Which lines of the entries contain the string "Πιπεροπούλου"? Please find them and copy them.

* EXCERPTED RECORDS
══════════
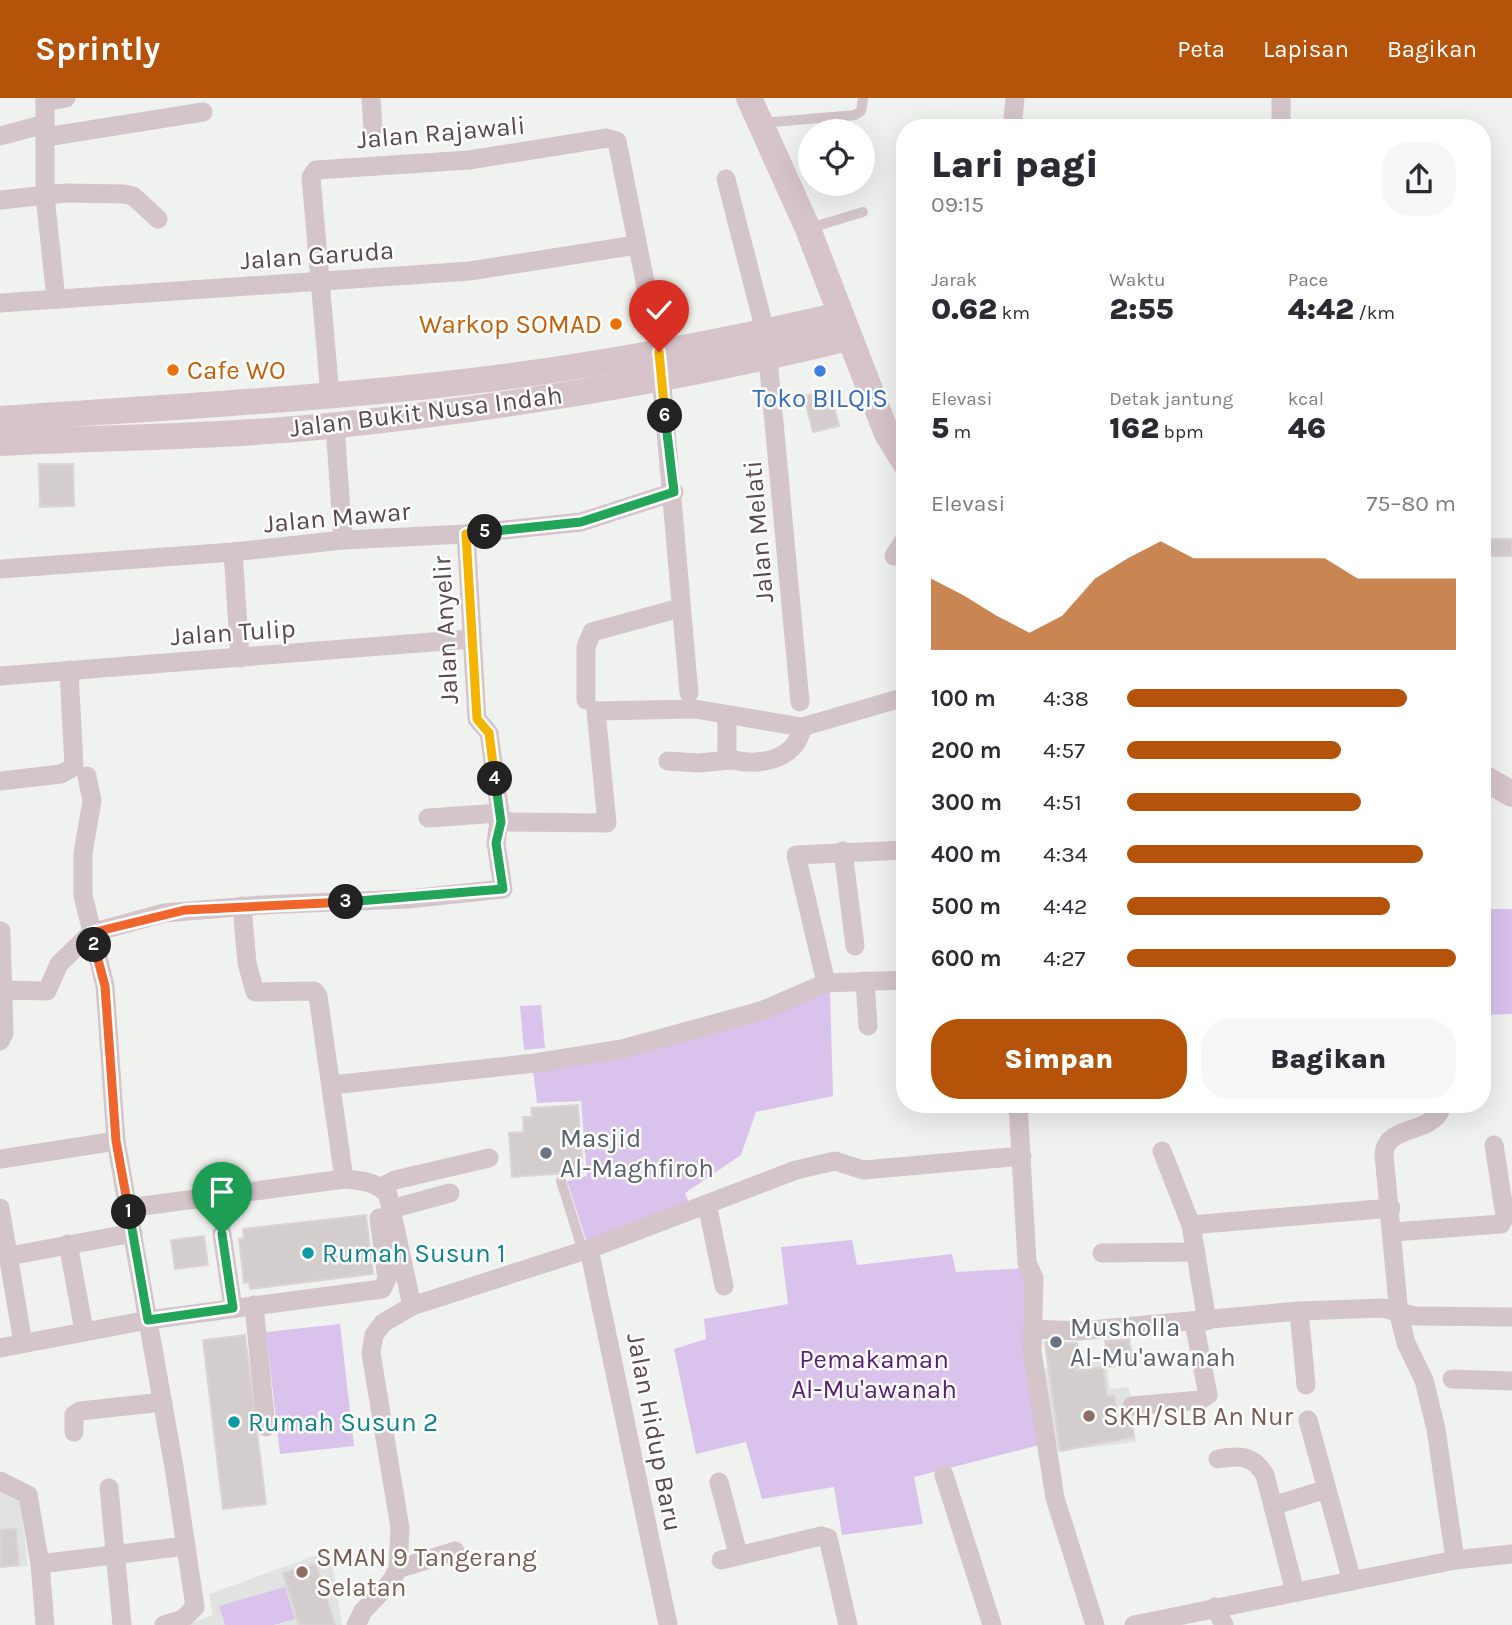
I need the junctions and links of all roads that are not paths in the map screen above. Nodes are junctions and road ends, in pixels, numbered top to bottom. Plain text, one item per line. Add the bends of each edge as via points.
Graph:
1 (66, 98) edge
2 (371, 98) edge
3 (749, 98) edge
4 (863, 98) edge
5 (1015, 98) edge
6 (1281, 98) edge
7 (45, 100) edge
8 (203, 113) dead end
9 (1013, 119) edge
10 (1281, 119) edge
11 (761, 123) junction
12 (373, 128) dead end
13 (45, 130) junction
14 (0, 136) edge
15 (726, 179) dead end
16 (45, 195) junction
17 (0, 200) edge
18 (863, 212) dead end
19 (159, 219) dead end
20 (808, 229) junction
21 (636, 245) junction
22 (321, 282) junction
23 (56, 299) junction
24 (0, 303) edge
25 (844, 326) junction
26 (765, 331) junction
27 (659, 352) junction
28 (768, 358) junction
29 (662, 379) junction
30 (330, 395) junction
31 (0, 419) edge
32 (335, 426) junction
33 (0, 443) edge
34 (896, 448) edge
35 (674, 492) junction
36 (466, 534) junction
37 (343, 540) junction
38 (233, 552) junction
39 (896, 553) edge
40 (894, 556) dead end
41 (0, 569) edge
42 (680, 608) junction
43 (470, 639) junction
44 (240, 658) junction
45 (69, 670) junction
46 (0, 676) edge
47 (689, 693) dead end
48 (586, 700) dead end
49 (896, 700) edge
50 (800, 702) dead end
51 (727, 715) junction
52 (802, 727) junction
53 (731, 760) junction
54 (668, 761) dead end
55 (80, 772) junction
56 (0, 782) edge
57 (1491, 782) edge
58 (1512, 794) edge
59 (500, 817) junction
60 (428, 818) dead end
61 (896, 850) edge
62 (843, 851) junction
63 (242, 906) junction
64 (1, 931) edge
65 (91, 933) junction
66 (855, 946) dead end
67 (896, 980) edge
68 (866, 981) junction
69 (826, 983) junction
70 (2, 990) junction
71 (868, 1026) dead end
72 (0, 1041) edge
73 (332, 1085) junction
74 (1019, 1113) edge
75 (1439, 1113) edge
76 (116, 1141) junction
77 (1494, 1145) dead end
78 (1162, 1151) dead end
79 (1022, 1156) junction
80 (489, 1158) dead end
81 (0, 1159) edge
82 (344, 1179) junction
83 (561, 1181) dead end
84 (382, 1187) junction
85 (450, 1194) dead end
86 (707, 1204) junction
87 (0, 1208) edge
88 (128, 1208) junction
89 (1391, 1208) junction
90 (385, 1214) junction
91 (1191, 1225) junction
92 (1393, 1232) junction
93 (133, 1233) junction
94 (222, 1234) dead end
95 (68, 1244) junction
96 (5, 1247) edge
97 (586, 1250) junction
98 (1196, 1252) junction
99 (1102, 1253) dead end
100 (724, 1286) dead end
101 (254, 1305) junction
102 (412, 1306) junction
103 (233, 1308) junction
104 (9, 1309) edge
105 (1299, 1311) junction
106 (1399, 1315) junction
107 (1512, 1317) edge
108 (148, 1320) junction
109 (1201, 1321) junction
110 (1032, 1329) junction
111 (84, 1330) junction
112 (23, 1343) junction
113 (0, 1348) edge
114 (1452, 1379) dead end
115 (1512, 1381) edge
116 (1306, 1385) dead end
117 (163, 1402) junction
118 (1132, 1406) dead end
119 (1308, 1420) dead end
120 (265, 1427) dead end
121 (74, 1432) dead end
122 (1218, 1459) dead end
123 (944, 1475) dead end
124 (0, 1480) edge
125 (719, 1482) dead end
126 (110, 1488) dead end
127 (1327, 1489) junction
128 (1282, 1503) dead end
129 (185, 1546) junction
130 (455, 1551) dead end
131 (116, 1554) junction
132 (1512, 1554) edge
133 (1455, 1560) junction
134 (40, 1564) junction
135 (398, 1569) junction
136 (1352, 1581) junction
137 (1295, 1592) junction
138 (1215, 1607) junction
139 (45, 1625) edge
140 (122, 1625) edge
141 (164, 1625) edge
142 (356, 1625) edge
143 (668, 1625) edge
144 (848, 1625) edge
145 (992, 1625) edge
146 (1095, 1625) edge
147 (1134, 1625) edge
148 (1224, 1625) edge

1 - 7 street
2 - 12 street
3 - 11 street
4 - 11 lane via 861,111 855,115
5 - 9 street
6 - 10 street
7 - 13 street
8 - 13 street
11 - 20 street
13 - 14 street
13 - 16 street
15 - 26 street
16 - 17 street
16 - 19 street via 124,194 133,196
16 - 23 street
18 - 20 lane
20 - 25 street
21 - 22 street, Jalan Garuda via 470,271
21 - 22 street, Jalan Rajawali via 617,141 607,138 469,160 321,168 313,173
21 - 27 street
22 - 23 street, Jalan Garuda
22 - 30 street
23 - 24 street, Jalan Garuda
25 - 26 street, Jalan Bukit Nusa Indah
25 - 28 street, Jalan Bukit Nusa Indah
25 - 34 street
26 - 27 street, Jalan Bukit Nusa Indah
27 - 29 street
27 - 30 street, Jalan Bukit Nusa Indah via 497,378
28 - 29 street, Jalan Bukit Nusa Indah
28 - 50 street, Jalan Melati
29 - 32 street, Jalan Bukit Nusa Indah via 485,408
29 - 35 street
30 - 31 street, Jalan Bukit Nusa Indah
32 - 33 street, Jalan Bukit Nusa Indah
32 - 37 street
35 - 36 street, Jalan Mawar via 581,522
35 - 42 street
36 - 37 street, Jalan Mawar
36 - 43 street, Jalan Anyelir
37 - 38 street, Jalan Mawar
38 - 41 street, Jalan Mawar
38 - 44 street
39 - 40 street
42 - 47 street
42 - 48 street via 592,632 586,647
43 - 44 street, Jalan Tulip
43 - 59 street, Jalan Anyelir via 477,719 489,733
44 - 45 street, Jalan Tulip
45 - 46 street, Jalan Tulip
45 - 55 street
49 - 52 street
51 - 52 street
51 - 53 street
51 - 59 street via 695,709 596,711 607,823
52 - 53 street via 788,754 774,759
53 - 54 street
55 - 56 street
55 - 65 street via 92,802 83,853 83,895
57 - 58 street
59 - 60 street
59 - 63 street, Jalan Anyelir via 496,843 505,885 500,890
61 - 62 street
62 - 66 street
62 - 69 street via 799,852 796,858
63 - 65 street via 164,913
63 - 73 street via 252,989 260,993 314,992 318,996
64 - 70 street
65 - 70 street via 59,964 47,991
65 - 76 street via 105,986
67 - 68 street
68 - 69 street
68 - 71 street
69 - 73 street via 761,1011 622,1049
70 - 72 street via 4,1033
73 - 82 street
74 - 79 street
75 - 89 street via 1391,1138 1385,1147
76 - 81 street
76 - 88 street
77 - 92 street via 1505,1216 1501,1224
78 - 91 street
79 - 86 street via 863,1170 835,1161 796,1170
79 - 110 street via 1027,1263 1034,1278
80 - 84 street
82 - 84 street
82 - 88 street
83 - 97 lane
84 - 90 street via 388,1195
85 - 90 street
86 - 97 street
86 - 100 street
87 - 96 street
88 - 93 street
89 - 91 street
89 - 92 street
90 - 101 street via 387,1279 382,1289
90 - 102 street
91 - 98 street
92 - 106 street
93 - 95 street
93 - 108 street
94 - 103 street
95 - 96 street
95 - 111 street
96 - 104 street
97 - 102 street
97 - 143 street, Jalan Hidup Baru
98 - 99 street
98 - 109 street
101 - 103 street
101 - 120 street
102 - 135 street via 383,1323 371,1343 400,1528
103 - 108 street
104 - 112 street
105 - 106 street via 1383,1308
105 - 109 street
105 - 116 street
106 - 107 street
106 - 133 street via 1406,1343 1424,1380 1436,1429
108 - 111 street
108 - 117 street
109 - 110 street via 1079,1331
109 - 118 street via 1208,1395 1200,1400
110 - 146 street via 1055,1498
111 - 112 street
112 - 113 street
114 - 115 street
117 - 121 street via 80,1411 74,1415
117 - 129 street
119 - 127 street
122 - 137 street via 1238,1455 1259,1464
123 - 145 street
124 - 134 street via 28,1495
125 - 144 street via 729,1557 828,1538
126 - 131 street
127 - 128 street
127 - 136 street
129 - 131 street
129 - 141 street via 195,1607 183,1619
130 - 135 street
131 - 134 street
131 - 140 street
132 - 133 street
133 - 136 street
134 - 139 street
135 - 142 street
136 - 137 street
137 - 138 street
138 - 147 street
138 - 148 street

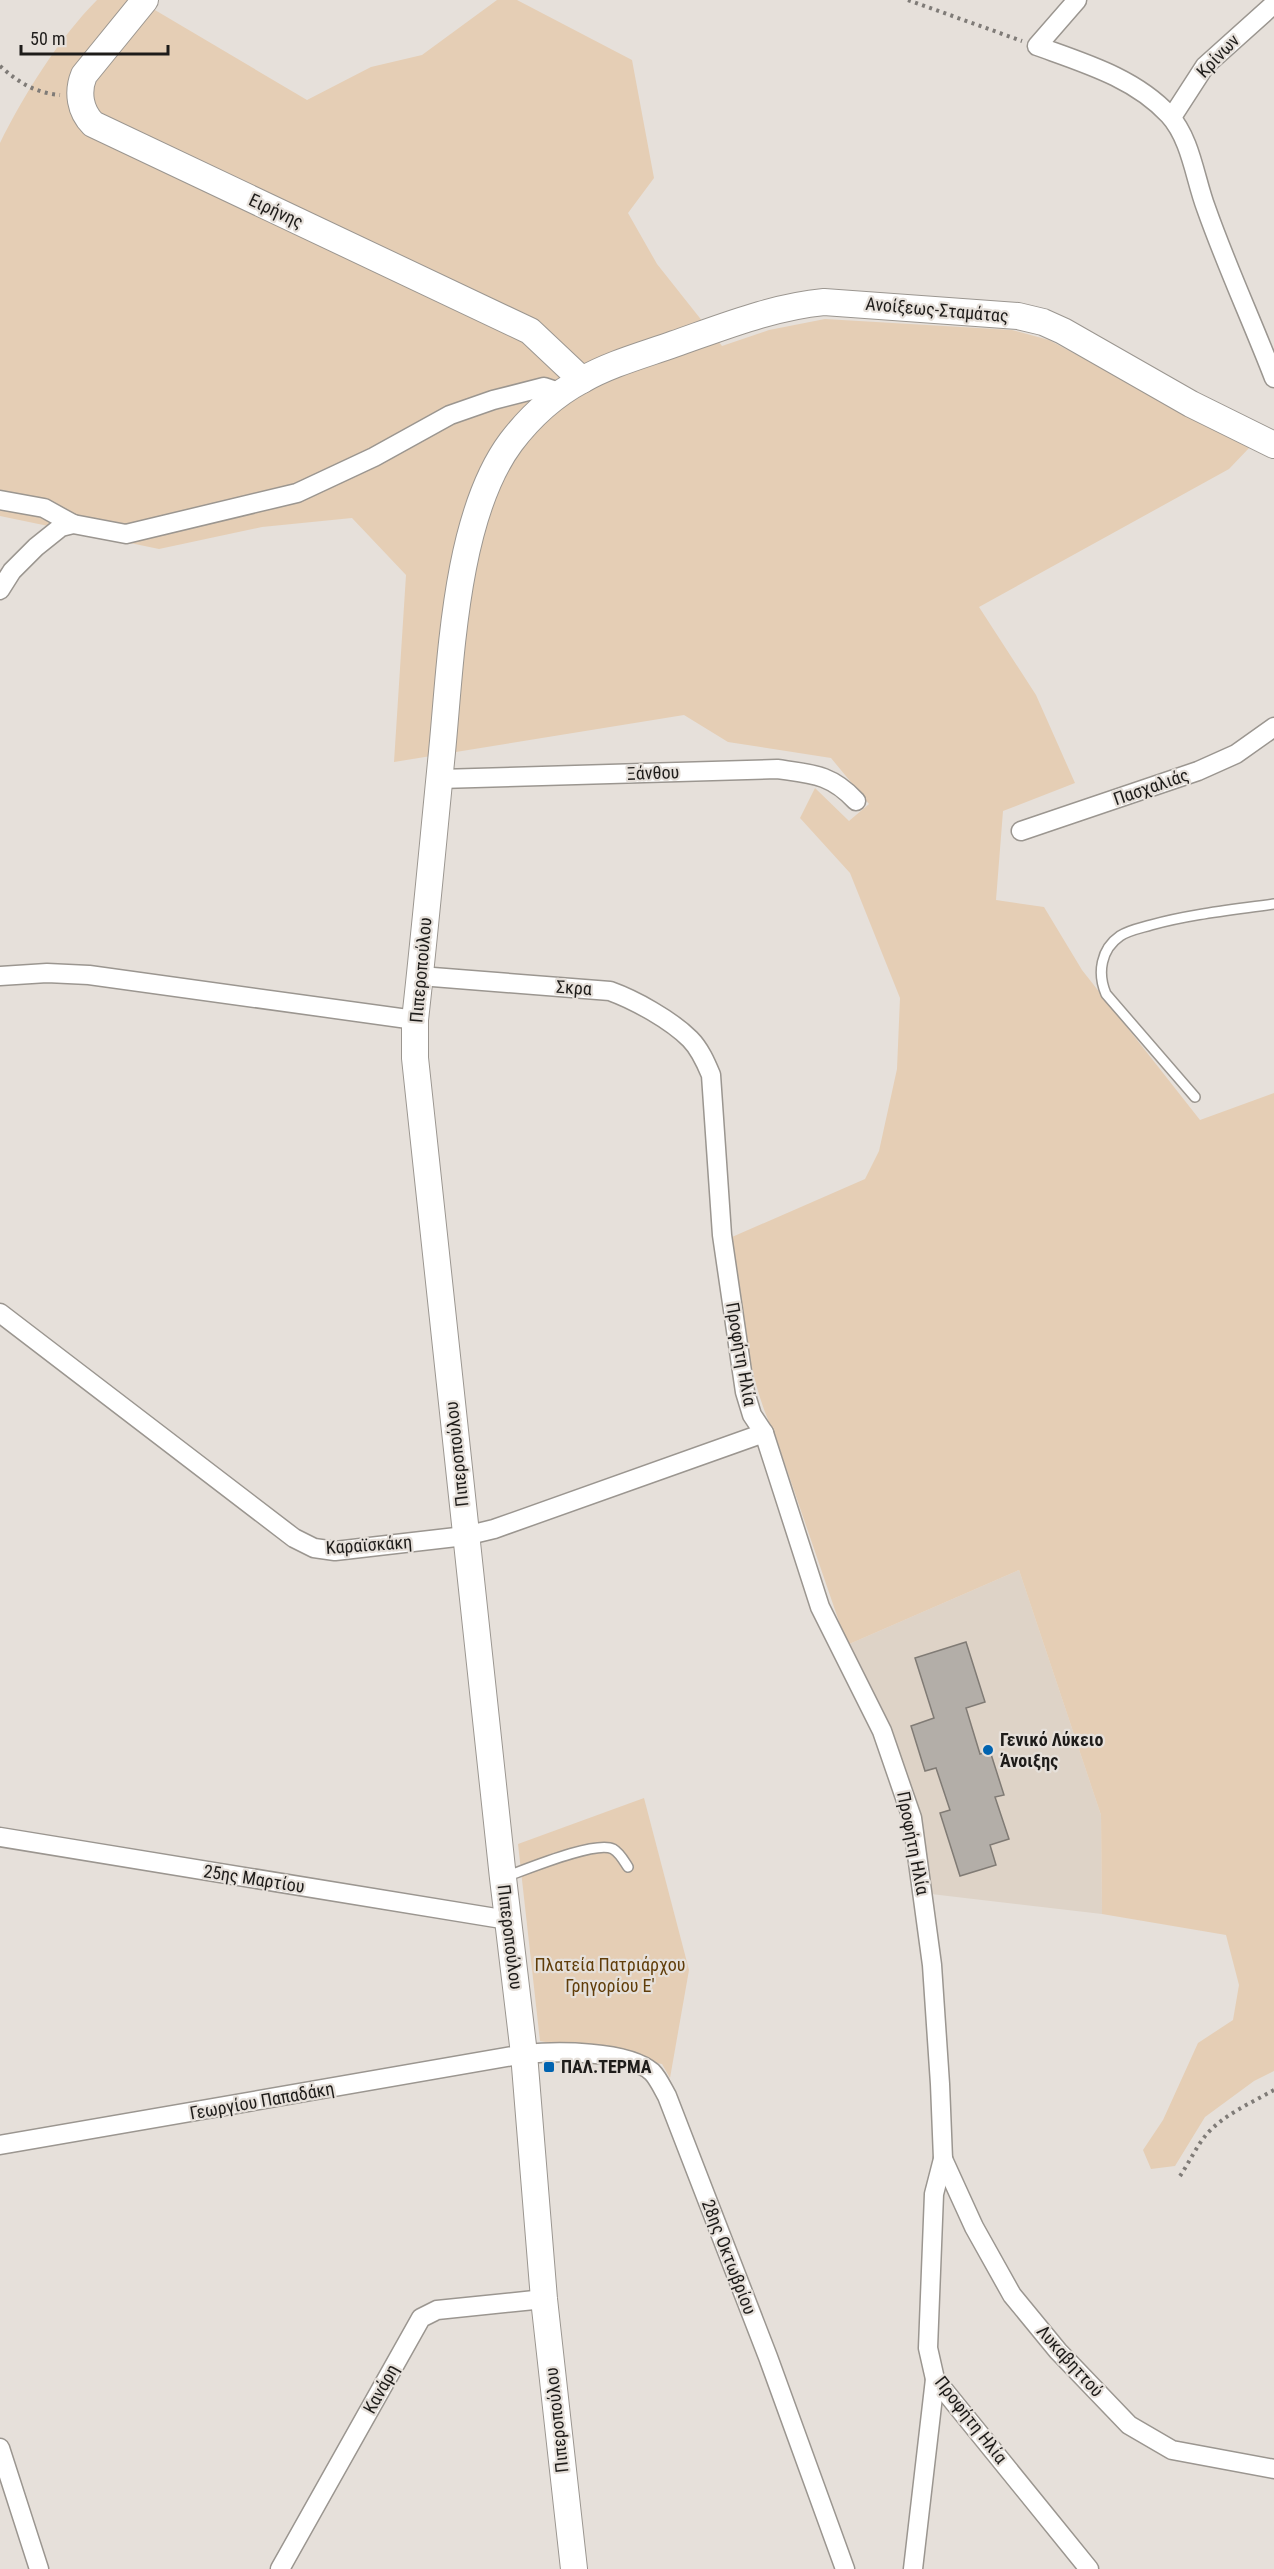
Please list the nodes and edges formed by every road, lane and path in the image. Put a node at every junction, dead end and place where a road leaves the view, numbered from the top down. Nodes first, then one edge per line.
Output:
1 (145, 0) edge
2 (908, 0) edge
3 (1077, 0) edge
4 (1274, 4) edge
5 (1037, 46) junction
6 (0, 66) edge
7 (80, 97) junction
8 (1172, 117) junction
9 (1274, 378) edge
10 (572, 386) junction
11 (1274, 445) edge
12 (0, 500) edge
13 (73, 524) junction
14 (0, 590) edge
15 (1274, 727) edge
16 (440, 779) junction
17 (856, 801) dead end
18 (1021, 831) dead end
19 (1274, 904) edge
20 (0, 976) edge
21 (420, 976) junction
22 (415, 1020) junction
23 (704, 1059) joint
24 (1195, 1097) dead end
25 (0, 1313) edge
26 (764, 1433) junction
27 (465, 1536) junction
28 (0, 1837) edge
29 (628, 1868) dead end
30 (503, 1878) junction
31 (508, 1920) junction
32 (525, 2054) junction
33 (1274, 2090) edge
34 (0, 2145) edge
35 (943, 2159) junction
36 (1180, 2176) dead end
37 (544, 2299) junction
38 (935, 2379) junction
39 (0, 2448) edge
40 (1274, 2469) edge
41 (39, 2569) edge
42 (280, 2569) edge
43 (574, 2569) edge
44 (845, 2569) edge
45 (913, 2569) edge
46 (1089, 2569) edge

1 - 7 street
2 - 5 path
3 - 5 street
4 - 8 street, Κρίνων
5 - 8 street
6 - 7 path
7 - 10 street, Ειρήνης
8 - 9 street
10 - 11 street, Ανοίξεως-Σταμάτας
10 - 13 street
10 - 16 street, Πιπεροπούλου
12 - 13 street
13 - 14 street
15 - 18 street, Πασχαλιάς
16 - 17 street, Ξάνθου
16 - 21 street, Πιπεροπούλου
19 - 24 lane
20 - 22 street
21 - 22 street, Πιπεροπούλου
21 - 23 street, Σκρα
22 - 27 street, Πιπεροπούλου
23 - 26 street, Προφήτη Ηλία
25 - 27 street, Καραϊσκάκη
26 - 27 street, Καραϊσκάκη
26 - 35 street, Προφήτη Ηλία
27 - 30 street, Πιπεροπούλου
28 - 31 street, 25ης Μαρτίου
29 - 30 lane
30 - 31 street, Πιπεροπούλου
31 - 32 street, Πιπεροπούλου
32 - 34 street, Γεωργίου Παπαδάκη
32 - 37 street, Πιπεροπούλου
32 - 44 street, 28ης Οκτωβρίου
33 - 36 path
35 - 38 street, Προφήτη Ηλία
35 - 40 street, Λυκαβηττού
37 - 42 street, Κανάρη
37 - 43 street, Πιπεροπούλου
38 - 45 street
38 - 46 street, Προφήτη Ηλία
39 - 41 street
══════════
* ANSWER SECTION
10 - 16 street, Πιπεροπούλου
16 - 21 street, Πιπεροπούλου
21 - 22 street, Πιπεροπούλου
22 - 27 street, Πιπεροπούλου
27 - 30 street, Πιπεροπούλου
30 - 31 street, Πιπεροπούλου
31 - 32 street, Πιπεροπούλου
32 - 37 street, Πιπεροπούλου
37 - 43 street, Πιπεροπούλου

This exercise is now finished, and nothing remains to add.